Principles of Initial Trauma Evaluation and Management

    • There is a shift to change the definition of massive transfusion to focus on units per time as opposed to total units administered.
    • While laparotomy is still considered the gold standard treatment for gunshot wounds to the abdomen, selective NOM of penetrating abdominal wounds is possible. NOM can only be performed in centers that have the staffing and resources to perform serial examinations and the ability to take the patient to the OR at any time should they decompensate. 

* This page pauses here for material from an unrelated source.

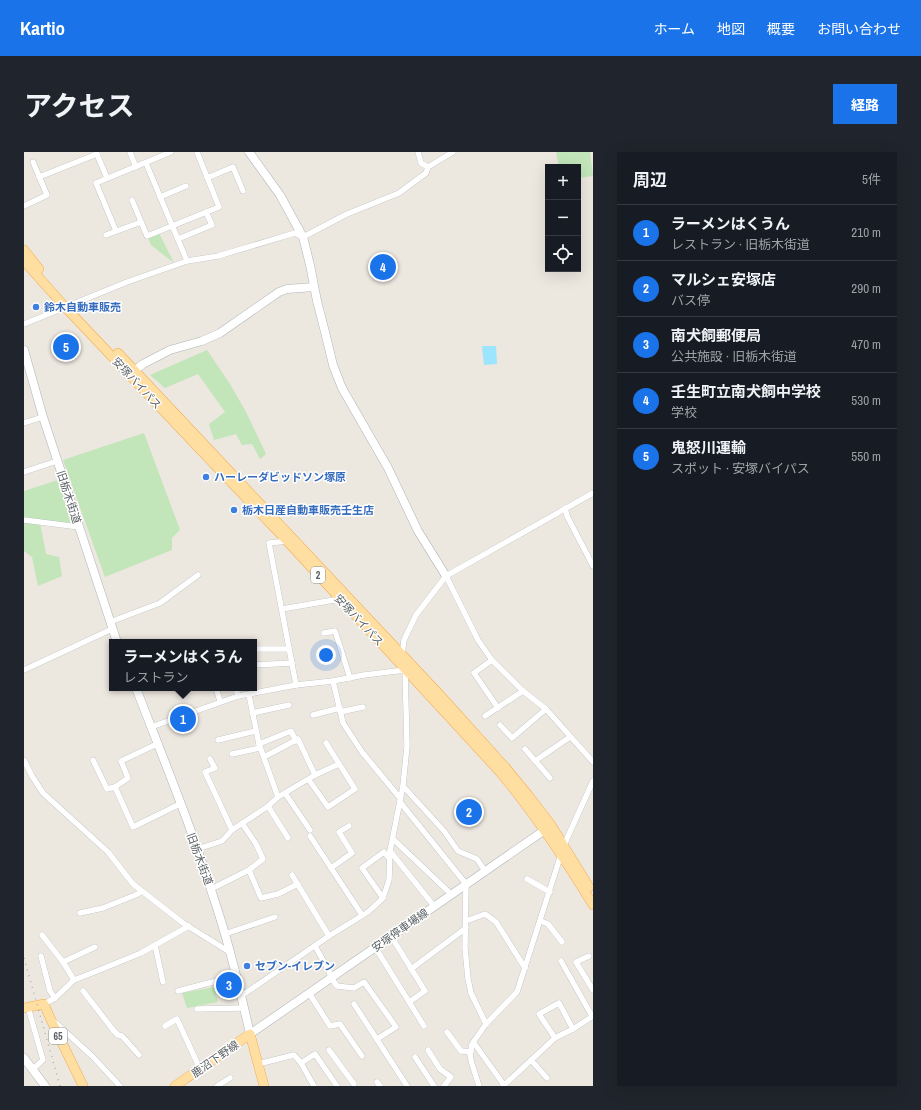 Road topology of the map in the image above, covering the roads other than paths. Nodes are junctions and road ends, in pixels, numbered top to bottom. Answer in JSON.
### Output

    • Resuscitation of the trauma patient, like much of critical care, is a sophisticated art of balancing the needs of competing organ systems in a patient with multiple injuries. Resuscitation of the trauma patient focuses on prevention of the lethal triad of trauma and secondary injury. The term refers to a triad of acidosis, coagulopathy, and hypothermia resulting from injury and blood loss.